- Problem description -
Give back the full data, unchanged and complete.

- Exercise input -
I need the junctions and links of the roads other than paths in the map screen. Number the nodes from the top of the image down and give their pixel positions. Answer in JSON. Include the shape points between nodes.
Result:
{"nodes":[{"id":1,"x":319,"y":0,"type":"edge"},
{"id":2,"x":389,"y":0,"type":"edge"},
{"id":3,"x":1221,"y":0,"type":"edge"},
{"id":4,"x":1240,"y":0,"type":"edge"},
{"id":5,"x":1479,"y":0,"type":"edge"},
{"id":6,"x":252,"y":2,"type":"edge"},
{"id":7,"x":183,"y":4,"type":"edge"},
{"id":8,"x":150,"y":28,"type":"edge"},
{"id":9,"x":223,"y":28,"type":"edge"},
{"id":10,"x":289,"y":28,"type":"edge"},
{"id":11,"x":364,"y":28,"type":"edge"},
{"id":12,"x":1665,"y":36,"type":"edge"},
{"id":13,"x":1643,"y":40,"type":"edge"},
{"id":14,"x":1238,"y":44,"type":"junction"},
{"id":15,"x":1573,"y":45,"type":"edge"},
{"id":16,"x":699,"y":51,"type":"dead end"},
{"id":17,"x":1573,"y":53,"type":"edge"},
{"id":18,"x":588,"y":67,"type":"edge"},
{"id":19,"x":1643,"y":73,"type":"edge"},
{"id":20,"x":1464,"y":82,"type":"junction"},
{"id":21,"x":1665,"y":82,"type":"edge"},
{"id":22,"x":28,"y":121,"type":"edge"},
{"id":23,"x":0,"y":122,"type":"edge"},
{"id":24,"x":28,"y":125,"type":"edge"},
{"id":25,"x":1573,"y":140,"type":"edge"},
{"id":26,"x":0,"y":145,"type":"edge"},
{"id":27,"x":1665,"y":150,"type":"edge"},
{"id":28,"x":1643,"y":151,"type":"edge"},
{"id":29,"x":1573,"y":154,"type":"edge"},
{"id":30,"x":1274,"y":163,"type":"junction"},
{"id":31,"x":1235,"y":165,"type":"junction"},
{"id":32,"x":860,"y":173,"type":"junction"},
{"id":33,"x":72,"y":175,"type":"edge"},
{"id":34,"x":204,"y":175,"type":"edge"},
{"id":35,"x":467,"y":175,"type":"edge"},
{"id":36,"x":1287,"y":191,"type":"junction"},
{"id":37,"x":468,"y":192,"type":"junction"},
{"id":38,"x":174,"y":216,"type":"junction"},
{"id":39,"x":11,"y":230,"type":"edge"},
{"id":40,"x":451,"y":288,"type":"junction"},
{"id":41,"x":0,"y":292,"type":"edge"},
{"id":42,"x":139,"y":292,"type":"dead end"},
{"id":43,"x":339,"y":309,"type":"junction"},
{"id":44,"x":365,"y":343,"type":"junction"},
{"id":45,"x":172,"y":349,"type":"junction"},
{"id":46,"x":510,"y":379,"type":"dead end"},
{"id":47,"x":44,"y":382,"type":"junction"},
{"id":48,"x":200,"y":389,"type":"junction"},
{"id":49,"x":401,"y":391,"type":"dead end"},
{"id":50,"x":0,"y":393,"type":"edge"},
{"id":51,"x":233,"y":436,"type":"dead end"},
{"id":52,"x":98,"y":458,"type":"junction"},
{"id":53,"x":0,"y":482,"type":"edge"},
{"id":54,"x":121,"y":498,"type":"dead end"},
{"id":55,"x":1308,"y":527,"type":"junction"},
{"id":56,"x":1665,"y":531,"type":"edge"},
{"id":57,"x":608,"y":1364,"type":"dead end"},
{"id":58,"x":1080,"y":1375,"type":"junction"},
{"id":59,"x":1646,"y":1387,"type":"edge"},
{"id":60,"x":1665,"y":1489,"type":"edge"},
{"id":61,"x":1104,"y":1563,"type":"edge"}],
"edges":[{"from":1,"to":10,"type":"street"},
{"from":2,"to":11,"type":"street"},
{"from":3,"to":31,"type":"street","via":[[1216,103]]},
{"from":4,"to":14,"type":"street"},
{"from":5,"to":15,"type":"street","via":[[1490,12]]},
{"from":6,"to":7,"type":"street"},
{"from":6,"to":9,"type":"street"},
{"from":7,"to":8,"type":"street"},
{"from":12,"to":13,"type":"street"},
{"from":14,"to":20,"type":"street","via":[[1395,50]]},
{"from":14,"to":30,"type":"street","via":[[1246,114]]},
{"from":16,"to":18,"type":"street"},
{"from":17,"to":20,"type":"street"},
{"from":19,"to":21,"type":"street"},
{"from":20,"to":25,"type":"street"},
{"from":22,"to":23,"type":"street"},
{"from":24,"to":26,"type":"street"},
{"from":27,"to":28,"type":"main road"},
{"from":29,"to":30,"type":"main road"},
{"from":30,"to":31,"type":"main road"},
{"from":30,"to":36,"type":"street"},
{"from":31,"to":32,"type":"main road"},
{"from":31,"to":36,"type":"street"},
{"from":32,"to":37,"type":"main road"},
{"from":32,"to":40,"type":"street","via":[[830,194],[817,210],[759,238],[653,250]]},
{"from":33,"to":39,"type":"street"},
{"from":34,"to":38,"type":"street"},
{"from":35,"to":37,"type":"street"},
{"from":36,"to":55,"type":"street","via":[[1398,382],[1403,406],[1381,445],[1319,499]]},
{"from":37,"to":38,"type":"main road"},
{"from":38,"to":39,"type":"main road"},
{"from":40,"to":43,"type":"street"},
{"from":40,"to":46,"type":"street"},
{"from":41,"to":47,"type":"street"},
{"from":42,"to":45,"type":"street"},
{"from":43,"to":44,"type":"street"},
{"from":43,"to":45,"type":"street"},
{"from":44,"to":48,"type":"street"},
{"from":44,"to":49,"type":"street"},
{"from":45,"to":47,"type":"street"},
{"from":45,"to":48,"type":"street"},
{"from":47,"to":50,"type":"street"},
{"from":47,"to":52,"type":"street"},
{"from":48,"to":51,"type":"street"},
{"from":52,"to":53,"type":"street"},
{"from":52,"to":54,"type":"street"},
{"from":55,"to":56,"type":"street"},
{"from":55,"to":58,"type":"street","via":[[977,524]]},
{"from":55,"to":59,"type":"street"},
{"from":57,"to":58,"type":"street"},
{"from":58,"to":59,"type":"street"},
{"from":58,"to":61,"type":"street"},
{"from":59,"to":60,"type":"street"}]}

- Answer to this task -
I need the junctions and links of the roads other than paths in the map screen. Number the nodes from the top of the image down and give their pixel positions. Answer in JSON. Include the shape points between nodes.
Result:
{"nodes":[{"id":1,"x":319,"y":0,"type":"edge"},
{"id":2,"x":389,"y":0,"type":"edge"},
{"id":3,"x":1221,"y":0,"type":"edge"},
{"id":4,"x":1240,"y":0,"type":"edge"},
{"id":5,"x":1479,"y":0,"type":"edge"},
{"id":6,"x":252,"y":2,"type":"edge"},
{"id":7,"x":183,"y":4,"type":"edge"},
{"id":8,"x":150,"y":28,"type":"edge"},
{"id":9,"x":223,"y":28,"type":"edge"},
{"id":10,"x":289,"y":28,"type":"edge"},
{"id":11,"x":364,"y":28,"type":"edge"},
{"id":12,"x":1665,"y":36,"type":"edge"},
{"id":13,"x":1643,"y":40,"type":"edge"},
{"id":14,"x":1238,"y":44,"type":"junction"},
{"id":15,"x":1573,"y":45,"type":"edge"},
{"id":16,"x":699,"y":51,"type":"dead end"},
{"id":17,"x":1573,"y":53,"type":"edge"},
{"id":18,"x":588,"y":67,"type":"edge"},
{"id":19,"x":1643,"y":73,"type":"edge"},
{"id":20,"x":1464,"y":82,"type":"junction"},
{"id":21,"x":1665,"y":82,"type":"edge"},
{"id":22,"x":28,"y":121,"type":"edge"},
{"id":23,"x":0,"y":122,"type":"edge"},
{"id":24,"x":28,"y":125,"type":"edge"},
{"id":25,"x":1573,"y":140,"type":"edge"},
{"id":26,"x":0,"y":145,"type":"edge"},
{"id":27,"x":1665,"y":150,"type":"edge"},
{"id":28,"x":1643,"y":151,"type":"edge"},
{"id":29,"x":1573,"y":154,"type":"edge"},
{"id":30,"x":1274,"y":163,"type":"junction"},
{"id":31,"x":1235,"y":165,"type":"junction"},
{"id":32,"x":860,"y":173,"type":"junction"},
{"id":33,"x":72,"y":175,"type":"edge"},
{"id":34,"x":204,"y":175,"type":"edge"},
{"id":35,"x":467,"y":175,"type":"edge"},
{"id":36,"x":1287,"y":191,"type":"junction"},
{"id":37,"x":468,"y":192,"type":"junction"},
{"id":38,"x":174,"y":216,"type":"junction"},
{"id":39,"x":11,"y":230,"type":"edge"},
{"id":40,"x":451,"y":288,"type":"junction"},
{"id":41,"x":0,"y":292,"type":"edge"},
{"id":42,"x":139,"y":292,"type":"dead end"},
{"id":43,"x":339,"y":309,"type":"junction"},
{"id":44,"x":365,"y":343,"type":"junction"},
{"id":45,"x":172,"y":349,"type":"junction"},
{"id":46,"x":510,"y":379,"type":"dead end"},
{"id":47,"x":44,"y":382,"type":"junction"},
{"id":48,"x":200,"y":389,"type":"junction"},
{"id":49,"x":401,"y":391,"type":"dead end"},
{"id":50,"x":0,"y":393,"type":"edge"},
{"id":51,"x":233,"y":436,"type":"dead end"},
{"id":52,"x":98,"y":458,"type":"junction"},
{"id":53,"x":0,"y":482,"type":"edge"},
{"id":54,"x":121,"y":498,"type":"dead end"},
{"id":55,"x":1308,"y":527,"type":"junction"},
{"id":56,"x":1665,"y":531,"type":"edge"},
{"id":57,"x":608,"y":1364,"type":"dead end"},
{"id":58,"x":1080,"y":1375,"type":"junction"},
{"id":59,"x":1646,"y":1387,"type":"edge"},
{"id":60,"x":1665,"y":1489,"type":"edge"},
{"id":61,"x":1104,"y":1563,"type":"edge"}],
"edges":[{"from":1,"to":10,"type":"street"},
{"from":2,"to":11,"type":"street"},
{"from":3,"to":31,"type":"street","via":[[1216,103]]},
{"from":4,"to":14,"type":"street"},
{"from":5,"to":15,"type":"street","via":[[1490,12]]},
{"from":6,"to":7,"type":"street"},
{"from":6,"to":9,"type":"street"},
{"from":7,"to":8,"type":"street"},
{"from":12,"to":13,"type":"street"},
{"from":14,"to":20,"type":"street","via":[[1395,50]]},
{"from":14,"to":30,"type":"street","via":[[1246,114]]},
{"from":16,"to":18,"type":"street"},
{"from":17,"to":20,"type":"street"},
{"from":19,"to":21,"type":"street"},
{"from":20,"to":25,"type":"street"},
{"from":22,"to":23,"type":"street"},
{"from":24,"to":26,"type":"street"},
{"from":27,"to":28,"type":"main road"},
{"from":29,"to":30,"type":"main road"},
{"from":30,"to":31,"type":"main road"},
{"from":30,"to":36,"type":"street"},
{"from":31,"to":32,"type":"main road"},
{"from":31,"to":36,"type":"street"},
{"from":32,"to":37,"type":"main road"},
{"from":32,"to":40,"type":"street","via":[[830,194],[817,210],[759,238],[653,250]]},
{"from":33,"to":39,"type":"street"},
{"from":34,"to":38,"type":"street"},
{"from":35,"to":37,"type":"street"},
{"from":36,"to":55,"type":"street","via":[[1398,382],[1403,406],[1381,445],[1319,499]]},
{"from":37,"to":38,"type":"main road"},
{"from":38,"to":39,"type":"main road"},
{"from":40,"to":43,"type":"street"},
{"from":40,"to":46,"type":"street"},
{"from":41,"to":47,"type":"street"},
{"from":42,"to":45,"type":"street"},
{"from":43,"to":44,"type":"street"},
{"from":43,"to":45,"type":"street"},
{"from":44,"to":48,"type":"street"},
{"from":44,"to":49,"type":"street"},
{"from":45,"to":47,"type":"street"},
{"from":45,"to":48,"type":"street"},
{"from":47,"to":50,"type":"street"},
{"from":47,"to":52,"type":"street"},
{"from":48,"to":51,"type":"street"},
{"from":52,"to":53,"type":"street"},
{"from":52,"to":54,"type":"street"},
{"from":55,"to":56,"type":"street"},
{"from":55,"to":58,"type":"street","via":[[977,524]]},
{"from":55,"to":59,"type":"street"},
{"from":57,"to":58,"type":"street"},
{"from":58,"to":59,"type":"street"},
{"from":58,"to":61,"type":"street"},
{"from":59,"to":60,"type":"street"}]}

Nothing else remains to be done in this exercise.